Four months later, it is clear that the FAIR team didn’t just happen to show up on a slow day. The Gothamist, using the Freedom of Information Act, confirms that just about every day is a slow day at the city’s ticket office. According to their findings, only about 2 percent of adult migrants who time-out of their taxpayer-funded stays at city-run shelters or local hotels avail themselves of the city’s offer of taxpayer-funded travel to other places around the country. In fact, far more migrants – 15 percent of those who use up their allotted 30-day stays in shelters or hotels – are granted extensions.
Instead, the migrants prefer to stick it out while they wait the required 180 days to get federal work authorization (not that it matters, because many are working anyway). That wait would be the same no matter where they went. But in New York City, there’s a pot of gold at the end of the rainbow. In addition to strictly enforced sanctuary policies that protect illegal aliens, even if they are arrested for serious offenses, the city provides an array of benefits and service to them and has set up websites that advertise these freebies to the migrants.
Among the benefits offered are, “Cash Assistance [that] provides you with some money twice a month so you can buy things you need, like toiletries and clothes.” Other benefits include “help with housing, childcare, food, clothing” and other services.

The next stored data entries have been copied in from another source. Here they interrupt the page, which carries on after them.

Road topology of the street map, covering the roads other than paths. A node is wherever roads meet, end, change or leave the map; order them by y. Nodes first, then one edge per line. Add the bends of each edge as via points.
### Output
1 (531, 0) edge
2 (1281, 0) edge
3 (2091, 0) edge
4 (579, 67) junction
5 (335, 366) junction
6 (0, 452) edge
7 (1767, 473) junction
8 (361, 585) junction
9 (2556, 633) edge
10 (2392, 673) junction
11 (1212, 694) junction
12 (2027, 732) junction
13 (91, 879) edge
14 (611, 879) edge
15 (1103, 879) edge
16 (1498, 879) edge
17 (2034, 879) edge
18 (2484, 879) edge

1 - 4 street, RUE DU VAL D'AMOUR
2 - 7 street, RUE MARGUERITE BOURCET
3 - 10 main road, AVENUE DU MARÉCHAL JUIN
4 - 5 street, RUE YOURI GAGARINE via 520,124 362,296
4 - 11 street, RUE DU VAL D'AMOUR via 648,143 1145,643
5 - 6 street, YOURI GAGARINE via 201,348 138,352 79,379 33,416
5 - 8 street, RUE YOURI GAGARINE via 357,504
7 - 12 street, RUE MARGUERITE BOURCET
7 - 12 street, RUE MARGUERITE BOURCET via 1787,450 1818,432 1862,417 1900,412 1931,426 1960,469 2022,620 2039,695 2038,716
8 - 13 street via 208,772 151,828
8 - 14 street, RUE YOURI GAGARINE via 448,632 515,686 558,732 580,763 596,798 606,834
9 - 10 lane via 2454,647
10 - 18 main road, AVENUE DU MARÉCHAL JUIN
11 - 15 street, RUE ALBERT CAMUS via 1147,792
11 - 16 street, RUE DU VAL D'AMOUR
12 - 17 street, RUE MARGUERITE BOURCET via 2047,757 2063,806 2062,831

Also, if you have kids, or claim to be under 19 years of age (and it’s hard to verify because, this case, the term undocumented really applies) “low income families can get free health insurance regardless of their immigration status.” The list goes on. Given all that New York City is prepared to offer to people who are violating our immigration laws or abusing our asylum system, the only real surprise is that 2 percent are choosing to go elsewhere.
Eighty-five years ago, Sheridan Whiteside was a fictional character in the Broadway production of The Man Who Came to Dinner. In 2024, New Yorkers – due in large part to their city’s own policies – find themselves hosting some 175,000 men, women and children who came to dinner – and refuse to leave.